3. STORIE DAI BORGHI: VISSO

Ma come, parliamo ancora di borghi marchigiani, con quel che è successo? Con Trump presidente? Con tutte le analisi che ci sono da fare, e come mai il disprezzo per la democrazia, e come mai la voglia di sangue (metaforica, dai), e come mai il razzismo, e uh, e che è successo? E’ successo che c’è una convinzione globale ormai non scalfibile: le parole non hanno più peso, chi le sa usare è  da abbattere, conta solo essere rassicurati sul fatto che si possa tornare indietro, in un mondo arcaico dove vince il più ricco e i poveri vengono calciati via, e chi difende altre strade è un babbione snob e politicamente corretto e buonista e, e, e. Ma proprio per questo, soprattutto per questo, sono altre storie quelle che vanno raccontate. Sì, le vostre, le nostre. Oggi e ancora, e ancora. Leggete Ilaria Scarpiello su Visso.
La prima immagine che ricordo è il viale alberato, le punte degli alberi che proiettavano la loro ombra sull’Alfa Romeo e i giochi di luce sul viso, sul bellissimo viso, del ragazzo alla guida al mio fianco, un ragazzo conosciuto da poco e che ancora non potevo sapere sarebbe diventato il mio grande amore. Oggi andiamo a Visso, mi disse quel giorno, la mia famiglia ha una casa lì. E così, appena arrivata a Foligno con un treno da Roma, ci rimettemmo in viaggio per le Marche, me lo ricordo come fosse ieri.
Il parcheggio davanti all’albergo Elena, la piccola pompa di benzina dove c’era sempre qualcuno in fila, il Caffè Sibilla con i tavolini all’aperto rivolti verso la piazza della chiesa, il pub che faceva anche le pizze. Dopo quella prima volta ci siamo tornati spesso e ogni volta mi innamoravo un po’ di più sia del ragazzo che di quel posto magico. La passeggiata sul fiume limpido e freddissimo, il parco dei Monti Sibillini, le Heineken in bottiglia da 33 al bar del parchetto pieno di adolescenti in libera uscita, il negozio di articoli sportivi troppo caro per le nostre tasche e i manoscritti di Leopardi su quell’Infinito che mi sembrava potesse esistere davvero.

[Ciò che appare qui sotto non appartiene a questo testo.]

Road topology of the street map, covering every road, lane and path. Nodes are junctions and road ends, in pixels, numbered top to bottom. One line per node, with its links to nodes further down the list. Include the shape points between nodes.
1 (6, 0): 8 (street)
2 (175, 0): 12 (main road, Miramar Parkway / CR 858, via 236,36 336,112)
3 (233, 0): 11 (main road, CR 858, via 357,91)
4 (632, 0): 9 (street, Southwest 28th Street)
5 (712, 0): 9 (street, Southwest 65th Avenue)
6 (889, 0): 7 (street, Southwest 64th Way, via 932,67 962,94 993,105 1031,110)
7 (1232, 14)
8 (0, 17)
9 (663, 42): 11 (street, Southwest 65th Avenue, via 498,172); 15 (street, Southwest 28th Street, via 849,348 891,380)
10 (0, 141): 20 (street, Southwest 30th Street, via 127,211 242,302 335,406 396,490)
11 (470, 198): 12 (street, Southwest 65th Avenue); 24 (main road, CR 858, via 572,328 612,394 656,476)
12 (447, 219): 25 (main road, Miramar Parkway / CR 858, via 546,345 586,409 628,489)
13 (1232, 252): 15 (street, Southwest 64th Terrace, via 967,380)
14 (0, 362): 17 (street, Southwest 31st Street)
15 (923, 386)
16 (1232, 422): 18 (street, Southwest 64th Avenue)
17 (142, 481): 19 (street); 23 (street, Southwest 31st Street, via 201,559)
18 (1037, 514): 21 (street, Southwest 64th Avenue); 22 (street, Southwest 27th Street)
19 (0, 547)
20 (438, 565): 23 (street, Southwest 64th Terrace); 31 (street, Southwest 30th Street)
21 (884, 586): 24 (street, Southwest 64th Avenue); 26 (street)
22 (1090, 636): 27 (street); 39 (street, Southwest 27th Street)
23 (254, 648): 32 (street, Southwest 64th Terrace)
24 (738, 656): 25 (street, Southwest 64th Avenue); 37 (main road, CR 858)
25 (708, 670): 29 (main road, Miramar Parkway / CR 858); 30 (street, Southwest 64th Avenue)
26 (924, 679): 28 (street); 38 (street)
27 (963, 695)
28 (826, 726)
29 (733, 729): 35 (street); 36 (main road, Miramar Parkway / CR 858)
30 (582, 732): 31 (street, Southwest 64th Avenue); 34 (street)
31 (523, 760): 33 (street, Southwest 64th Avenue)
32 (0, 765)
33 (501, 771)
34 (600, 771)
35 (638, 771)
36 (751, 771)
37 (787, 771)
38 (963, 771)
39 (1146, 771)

Quanto ci siamo amati in quella casa con le travi a vista e il camino enorme, a mangiare bruschette colme di tartufo nero e olio, a far la pipì nel bagno gelido, a restar svegli fino a quando il fuoco non fosse completamente spento, senza tv e senza libri, la dirimpettaia contenta perché abbassavamo l’età media dei residenti nella via. L’unico cinema nelle vicinanze era ad Ussita e ci andavamo passando davanti all’allevamento di trote, un amaro Sibilla al bar di fronte prima che iniziasse il film, io preoccupatissima che potessimo perderci l’inizio e il mio ragazzo che mi prendeva in giro e mi diceva che lì le cose si fanno con calma, che il film inizia quando è il momento giusto.
Anche quando, cinque anni dopo, abbiamo passato un momento di alti e bassi, siamo tornati a Visso per rimettere insieme i pezzi, perché poteva essere solo quello il posto in cui prendere decisioni importanti, lì è dove è veramente iniziata la nostra famiglia, anche se, successivamente, quella bellissima casa è stata venduta.
Non riesco ancora a capire realmente ciò che abbiamo perduto, il dolore è coperto dal frastuono, dal rammarico. C’era una pista di pattinaggio sul ghiaccio, non so se c’è ancora dopo quello che è successo, e non ci sono mai andata, nonostante le insistenze di mio marito. All’inizio avevo vergogna, non ci andavo per paura di finire con le chiappe per terra davanti a un bel ragazzo conosciuto da poco, poi con il tempo mi sono impigrita e mi dicevo che sarei potuta andare un’altra volta, che c’era tempo. Mi sbagliavo, si sbaglia sempre quando si ha l’arroganza di appropriarsi del tempo, si rischia seriamente di perdere le persone o i luoghi, si rischia di perdere tutto.